Work task » With the images removed, reproduce each entry below word for word.

Data provided »
BEGIN
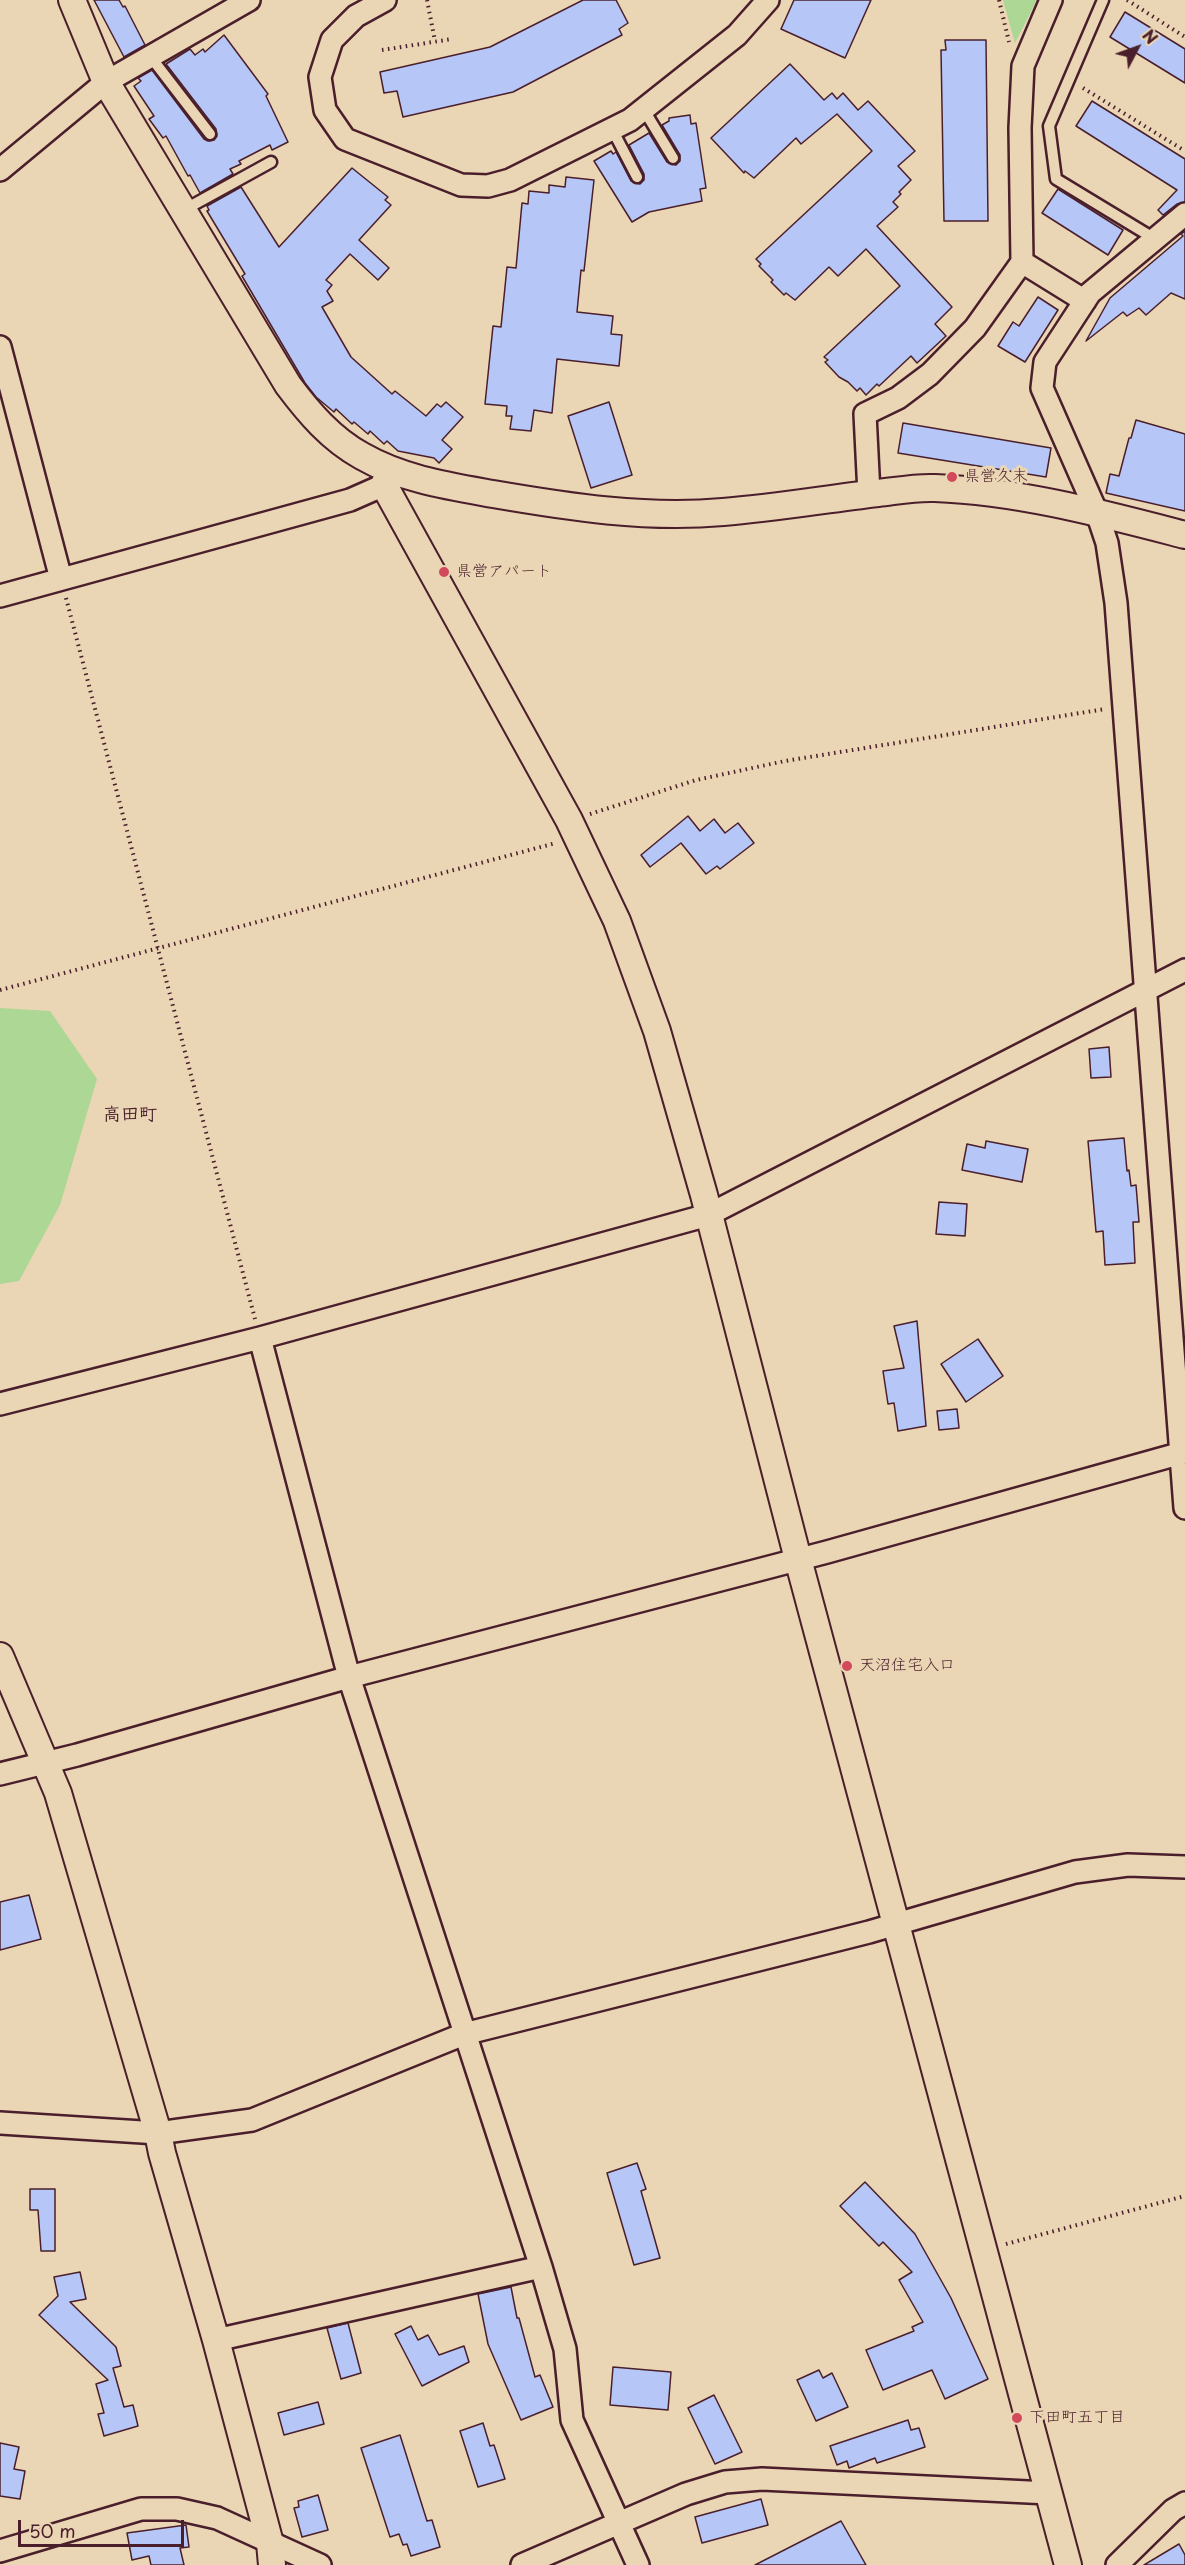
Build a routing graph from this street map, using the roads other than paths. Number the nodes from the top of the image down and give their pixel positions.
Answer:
1 (72, 0) edge
2 (249, 0) edge
3 (385, 0) edge
4 (768, 0) edge
5 (1051, 0) edge
6 (1103, 0) edge
7 (150, 56) junction
8 (106, 82) junction
9 (644, 110) junction
10 (612, 129) junction
11 (210, 134) dead end
12 (673, 158) dead end
13 (271, 162) dead end
14 (0, 170) edge
15 (637, 177) dead end
16 (182, 211) junction
17 (1185, 214) edge
18 (1155, 239) junction
19 (1022, 262) junction
20 (1085, 301) junction
21 (0, 347) edge
22 (387, 478) junction
23 (869, 494) junction
24 (1097, 513) junction
25 (1185, 535) edge
26 (61, 579) junction
27 (0, 596) edge
28 (1185, 970) edge
29 (1146, 990) junction
30 (708, 1215) junction
31 (260, 1338) junction
32 (0, 1404) edge
33 (1183, 1453) edge
34 (1185, 1508) edge
35 (798, 1559) junction
36 (0, 1656) edge
37 (349, 1677) junction
38 (45, 1761) junction
39 (0, 1774) edge
40 (1185, 1867) edge
41 (897, 1924) junction
42 (465, 2034) junction
43 (0, 2123) edge
44 (158, 2133) junction
45 (541, 2267) junction
46 (216, 2340) junction
47 (1049, 2493) junction
48 (1185, 2503) edge
49 (618, 2523) junction
50 (1141, 2541) junction
51 (0, 2551) edge
52 (271, 2554) edge
53 (320, 2565) edge
54 (522, 2565) edge
55 (638, 2565) edge
56 (1068, 2565) edge
57 (1117, 2565) edge
58 (1141, 2565) edge

1 - 8 street
2 - 7 street
3 - 10 street
4 - 9 street
5 - 19 street
6 - 18 lane
7 - 8 street
7 - 11 lane
8 - 14 street
8 - 16 street
9 - 10 street
9 - 12 lane
10 - 15 lane
13 - 16 lane
16 - 22 street
17 - 18 street
18 - 20 street
19 - 20 street
19 - 23 street
20 - 24 street
21 - 26 street
22 - 23 street
22 - 26 street
22 - 30 street
23 - 24 street
24 - 25 street
24 - 29 street
26 - 27 street
28 - 29 street
29 - 30 street
29 - 33 street
30 - 31 street
30 - 35 street
31 - 32 street
31 - 37 street
33 - 34 street
33 - 35 street
35 - 37 street
35 - 41 street
36 - 38 street
37 - 38 street
37 - 42 street
38 - 39 street
38 - 44 street
40 - 41 street
41 - 42 street
41 - 47 street
42 - 44 street
42 - 45 street
43 - 44 street
44 - 46 street
45 - 46 street
45 - 49 street
46 - 52 street
47 - 49 street
47 - 56 street
48 - 50 street
49 - 54 street
49 - 55 street
50 - 57 street
50 - 58 street
51 - 52 street
52 - 53 street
END
Written solution »
Build a routing graph from this street map, using the roads other than paths. Number the nodes from the top of the image down and give their pixel positions.
Answer:
1 (72, 0) edge
2 (249, 0) edge
3 (385, 0) edge
4 (768, 0) edge
5 (1051, 0) edge
6 (1103, 0) edge
7 (150, 56) junction
8 (106, 82) junction
9 (644, 110) junction
10 (612, 129) junction
11 (210, 134) dead end
12 (673, 158) dead end
13 (271, 162) dead end
14 (0, 170) edge
15 (637, 177) dead end
16 (182, 211) junction
17 (1185, 214) edge
18 (1155, 239) junction
19 (1022, 262) junction
20 (1085, 301) junction
21 (0, 347) edge
22 (387, 478) junction
23 (869, 494) junction
24 (1097, 513) junction
25 (1185, 535) edge
26 (61, 579) junction
27 (0, 596) edge
28 (1185, 970) edge
29 (1146, 990) junction
30 (708, 1215) junction
31 (260, 1338) junction
32 (0, 1404) edge
33 (1183, 1453) edge
34 (1185, 1508) edge
35 (798, 1559) junction
36 (0, 1656) edge
37 (349, 1677) junction
38 (45, 1761) junction
39 (0, 1774) edge
40 (1185, 1867) edge
41 (897, 1924) junction
42 (465, 2034) junction
43 (0, 2123) edge
44 (158, 2133) junction
45 (541, 2267) junction
46 (216, 2340) junction
47 (1049, 2493) junction
48 (1185, 2503) edge
49 (618, 2523) junction
50 (1141, 2541) junction
51 (0, 2551) edge
52 (271, 2554) edge
53 (320, 2565) edge
54 (522, 2565) edge
55 (638, 2565) edge
56 (1068, 2565) edge
57 (1117, 2565) edge
58 (1141, 2565) edge

1 - 8 street
2 - 7 street
3 - 10 street
4 - 9 street
5 - 19 street
6 - 18 lane
7 - 8 street
7 - 11 lane
8 - 14 street
8 - 16 street
9 - 10 street
9 - 12 lane
10 - 15 lane
13 - 16 lane
16 - 22 street
17 - 18 street
18 - 20 street
19 - 20 street
19 - 23 street
20 - 24 street
21 - 26 street
22 - 23 street
22 - 26 street
22 - 30 street
23 - 24 street
24 - 25 street
24 - 29 street
26 - 27 street
28 - 29 street
29 - 30 street
29 - 33 street
30 - 31 street
30 - 35 street
31 - 32 street
31 - 37 street
33 - 34 street
33 - 35 street
35 - 37 street
35 - 41 street
36 - 38 street
37 - 38 street
37 - 42 street
38 - 39 street
38 - 44 street
40 - 41 street
41 - 42 street
41 - 47 street
42 - 44 street
42 - 45 street
43 - 44 street
44 - 46 street
45 - 46 street
45 - 49 street
46 - 52 street
47 - 49 street
47 - 56 street
48 - 50 street
49 - 54 street
49 - 55 street
50 - 57 street
50 - 58 street
51 - 52 street
52 - 53 street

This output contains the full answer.